2005-03-20 Thread John Williams
Hello,
I am looking into developing a driver for a custom, non-PCI SATA 
controller.  The target arch is Microblaze, an FPGA-based NOMMU target 
on a 2.4.29-uc0 kernel.

It seems that Jeff Garzik's libata is the way to go for SATA, however 
there seems to be some degree of coupling between libata and PCI support.

Some comments/observations, please correct me if I am wrong:
 - include/linux/libata.h appears to recognise that CONFIG_PCI may not 
be set, however libata-compat.h is entirely PCI-specific.  Indeed, it 
effectively maps generic bus/dma operations onto their pci-specific 
equivalents.  Also, libata.h unconditionally includes pci.h.

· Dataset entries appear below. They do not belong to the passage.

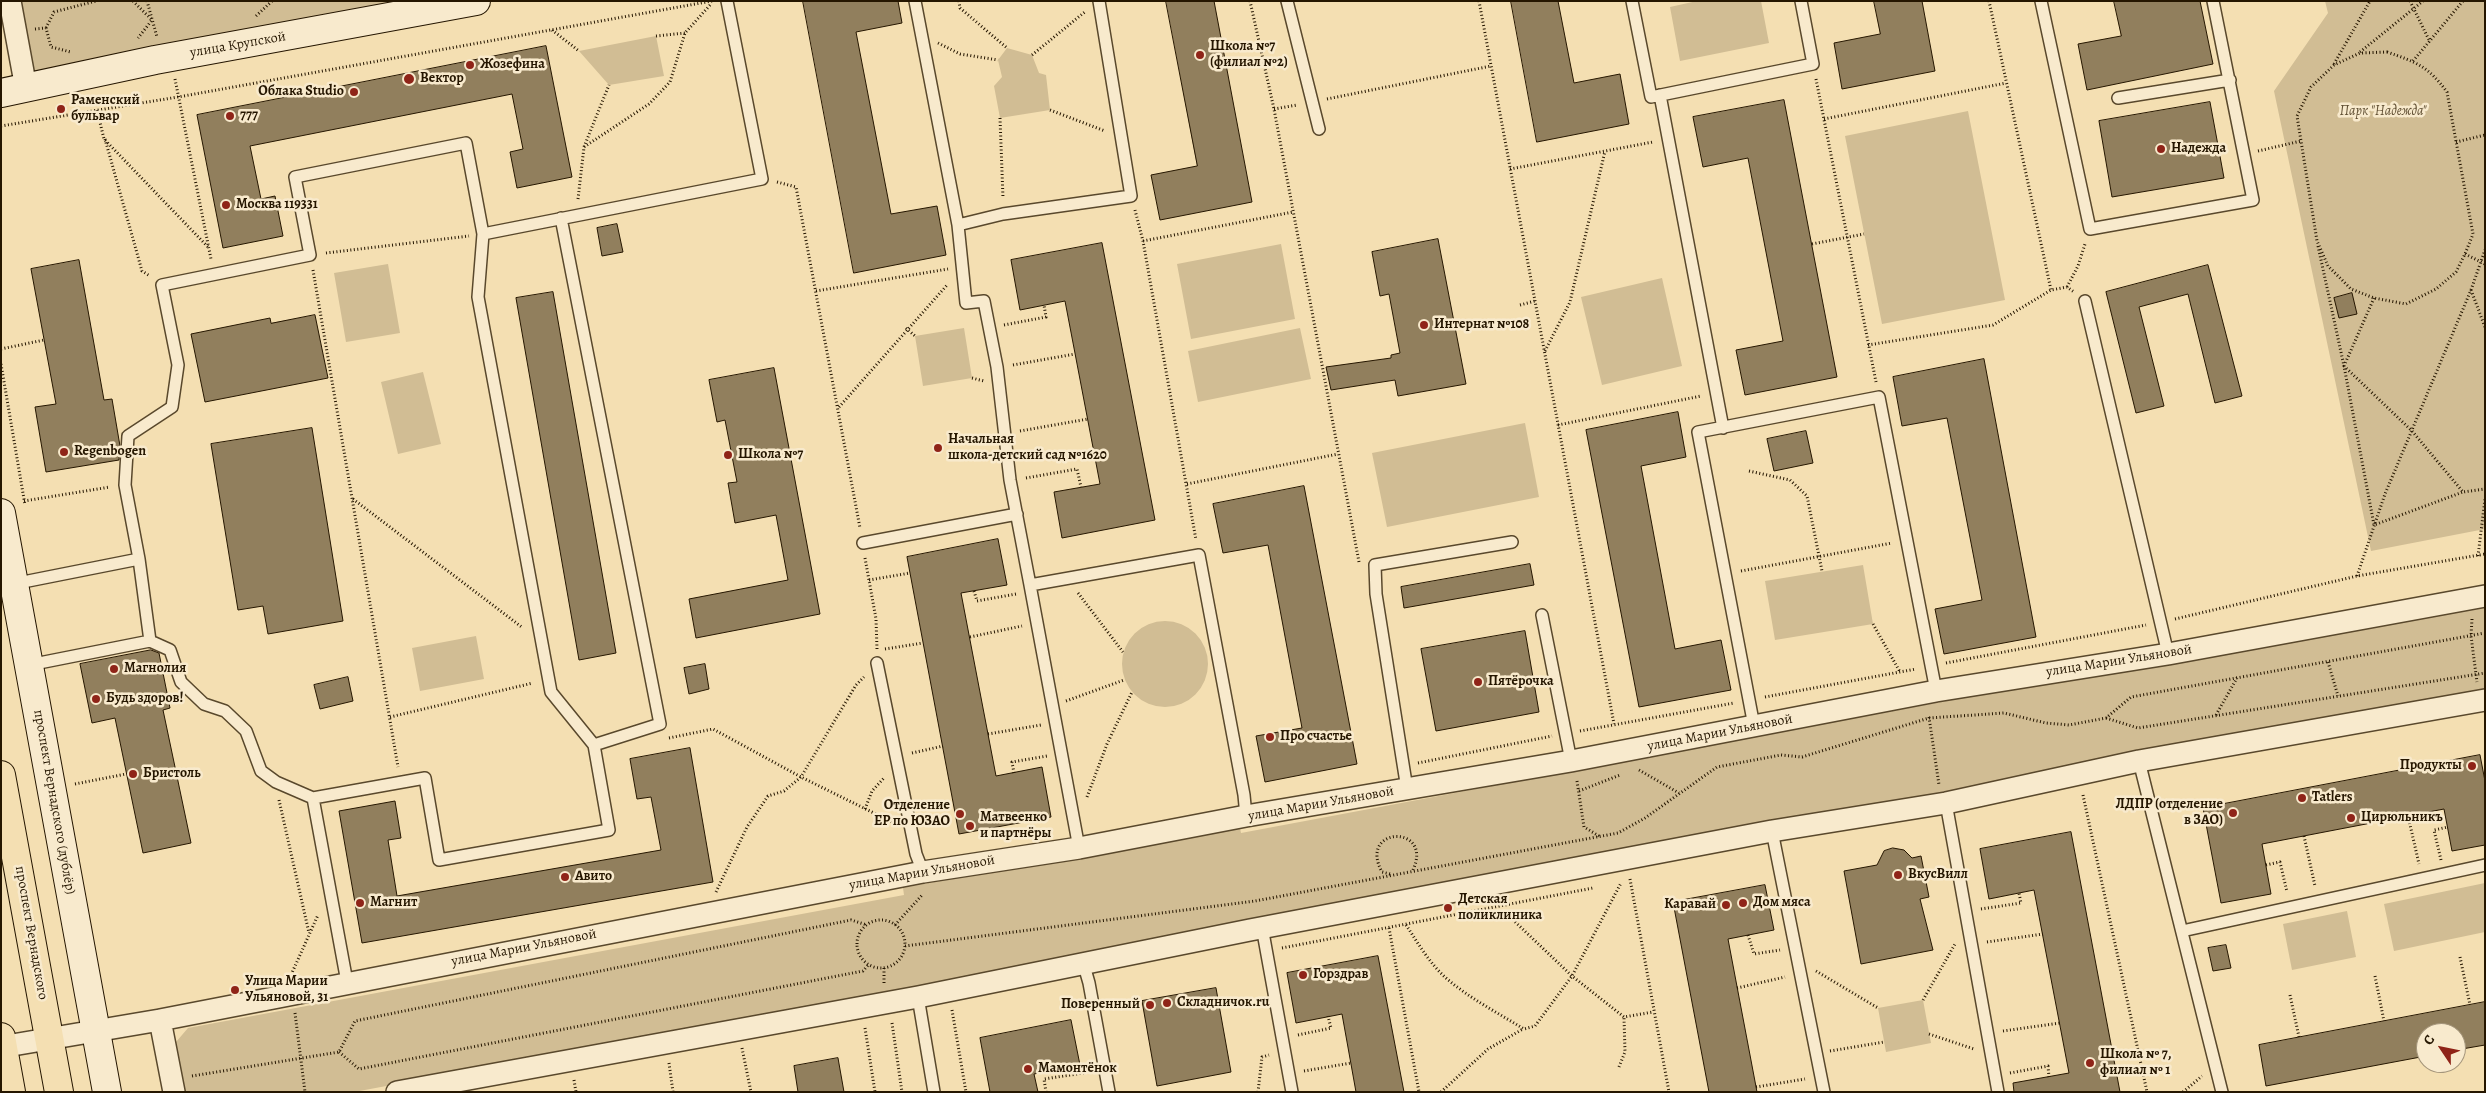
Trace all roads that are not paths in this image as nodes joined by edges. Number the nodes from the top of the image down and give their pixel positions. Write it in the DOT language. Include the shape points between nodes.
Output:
graph roads {
  1 [pos="10,1"];
  2 [pos="476,1"];
  3 [pos="727,1"];
  4 [pos="915,1"];
  5 [pos="1287,1"];
  6 [pos="1632,1"];
  7 [pos="1801,1"];
  8 [pos="2042,1"];
  9 [pos="2214,1"];
  10 [pos="1095,4"];
  11 [pos="2230,80"];
  12 [pos="14,91"];
  13 [pos="1660,95"];
  14 [pos="2118,98"];
  15 [pos="1319,130"];
  16 [pos="561,218"];
  17 [pos="958,225"];
  18 [pos="483,234"];
  19 [pos="2085,301"];
  20 [pos="1723,428"];
  21 [pos="1,513"];
  22 [pos="1017,514"];
  23 [pos="1512,542"];
  24 [pos="863,543"];
  25 [pos="139,559"];
  26 [pos="12,584"];
  27 [pos="1031,589"];
  28 [pos="2479,597"];
  29 [pos="1542,615"];
  30 [pos="150,641"];
  31 [pos="2168,654"];
  32 [pos="877,663"];
  33 [pos="29,665"];
  34 [pos="1936,691"];
  35 [pos="2482,701"];
  36 [pos="1754,726"];
  37 [pos="594,745"];
  38 [pos="2139,761"];
  39 [pos="1573,767"];
  40 [pos="1,775"];
  41 [pos="1407,789"];
  42 [pos="1943,797"];
  43 [pos="313,798"];
  44 [pos="1246,816"];
  45 [pos="1772,831"];
  46 [pos="1079,848"];
  47 [pos="2485,865"];
  48 [pos="924,881"];
  49 [pos="1262,927"];
  50 [pos="2182,931"];
  51 [pos="1083,962"];
  52 [pos="347,982"];
  53 [pos="918,997"];
  54 [pos="160,1020"];
  55 [pos="96,1031"];
  56 [pos="50,1038"];
  57 [pos="2,1043"];
  58 [pos="173,1085"];
  59 [pos="11,1092"];
  60 [pos="59,1092"];
  61 [pos="106,1092"];
  62 [pos="397,1092"];
  63 [pos="934,1092"];
  64 [pos="1109,1092"];
  65 [pos="1292,1092"];
  66 [pos="1824,1092"];
  67 [pos="1998,1092"];
  68 [pos="2222,1092"];
  1 -- 12 [label="street"];
  2 -- 12 [label="street, улица Крупской" via="155,60"];
  3 -- 16 [label="lane" via="762,179"];
  4 -- 17 [label="lane"];
  5 -- 15 [label="lane"];
  6 -- 13 [label="lane" via="1651,97"];
  7 -- 13 [label="lane" via="1813,64"];
  8 -- 11 [label="lane" via="2090,229 2253,200"];
  9 -- 11 [label="lane"];
  10 -- 17 [label="lane" via="1131,196 1003,214"];
  11 -- 14 [label="lane"];
  13 -- 20 [label="lane"];
  16 -- 18 [label="lane"];
  16 -- 37 [label="lane" via="660,724"];
  17 -- 22 [label="lane" via="966,303 984,301 997,367"];
  18 -- 25 [label="lane" via="466,143 295,177 310,255 162,285 178,365 172,407 128,436 125,485"];
  18 -- 37 [label="lane" via="478,297 548,679 551,692"];
  19 -- 31 [label="lane"];
  20 -- 34 [label="lane" via="1879,397"];
  20 -- 36 [label="lane" via="1698,432"];
  21 -- 26 [label="street, проспект Вернадского (дублёр)"];
  22 -- 24 [label="lane"];
  22 -- 27 [label="lane"];
  23 -- 41 [label="lane" via="1375,565 1376,594"];
  25 -- 26 [label="lane"];
  25 -- 30 [label="lane"];
  26 -- 33 [label="street, проспект Вернадского (дублёр)"];
  27 -- 44 [label="lane" via="1199,555"];
  27 -- 46 [label="lane"];
  28 -- 31 [label="street, улица Марии Ульяновой"];
  29 -- 39 [label="lane"];
  30 -- 33 [label="lane"];
  30 -- 43 [label="lane" via="170,650 182,682 204,704 225,711 246,731 261,771 276,782"];
  31 -- 34 [label="street, улица Марии Ульяновой"];
  32 -- 48 [label="lane"];
  33 -- 55 [label="street, проспект Вернадского (дублёр)"];
  34 -- 36 [label="street, улица Марии Ульяновой"];
  35 -- 38 [label="street"];
  36 -- 39 [label="street, улица Марии Ульяновой"];
  37 -- 43 [label="lane" via="609,830 439,860 425,778"];
  38 -- 42 [label="street"];
  38 -- 50 [label="lane"];
  39 -- 41 [label="street, улица Марии Ульяновой"];
  40 -- 56 [label="main road, проспект Вернадского"];
  41 -- 44 [label="street, улица Марии Ульяновой"];
  42 -- 45 [label="street"];
  42 -- 67 [label="lane"];
  43 -- 52 [label="lane"];
  44 -- 46 [label="street, улица Марии Ульяновой"];
  45 -- 49 [label="street"];
  45 -- 66 [label="lane"];
  46 -- 48 [label="street, улица Марии Ульяновой"];
  47 -- 50 [label="lane"];
  48 -- 52 [label="street, улица Марии Ульяновой"];
  49 -- 51 [label="street"];
  49 -- 65 [label="lane"];
  50 -- 68 [label="lane"];
  51 -- 53 [label="street"];
  51 -- 64 [label="lane"];
  52 -- 54 [label="street, улица Марии Ульяновой"];
  53 -- 62 [label="street"];
  53 -- 63 [label="lane"];
  54 -- 55 [label="street, улица Марии Ульяновой"];
  54 -- 58 [label="street"];
  55 -- 56 [label="street, улица Марии Ульяновой"];
  55 -- 61 [label="street, проспект Вернадского (дублёр)"];
  56 -- 57 [label="street, улица Марии Ульяновой"];
  56 -- 60 [label="main road, проспект Вернадского"];
  57 -- 59 [label="main road"];
}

 - All of the drivers/scsi/sata_XXX drivers target PCI devices only.
It seems I have a few choices here.
Option 1 is to just hack together stubbed PCI support for my arch, 
making our on-chip bus pretend to be PCI for the purposes of libata (and 
indeed many other bus subsystems, like USB).  This is pretty unclean, 
particularly since it is entirely likely that someone will build a 
microblaze system with a true PCI bridge and bus, meaning that this 
temporary hack would certainly come back to haunt me[1].

Option 2 is to try to decouple libata from PCI support.  This may be as 
simple as a conditional inclusion of libata-compat.h from libata.h, 
however I am not yet familiar enough with libata to be sure.

For now this will be staying in the NOMMU 2.4 kernel (uClinux), but if I 
choose option (2) I would like to work with libata, not against it.  It 
may well be that non-PCI SATA support is a Good Thing in a broader 
sense, so perhaps this is a good discussion to have anyway.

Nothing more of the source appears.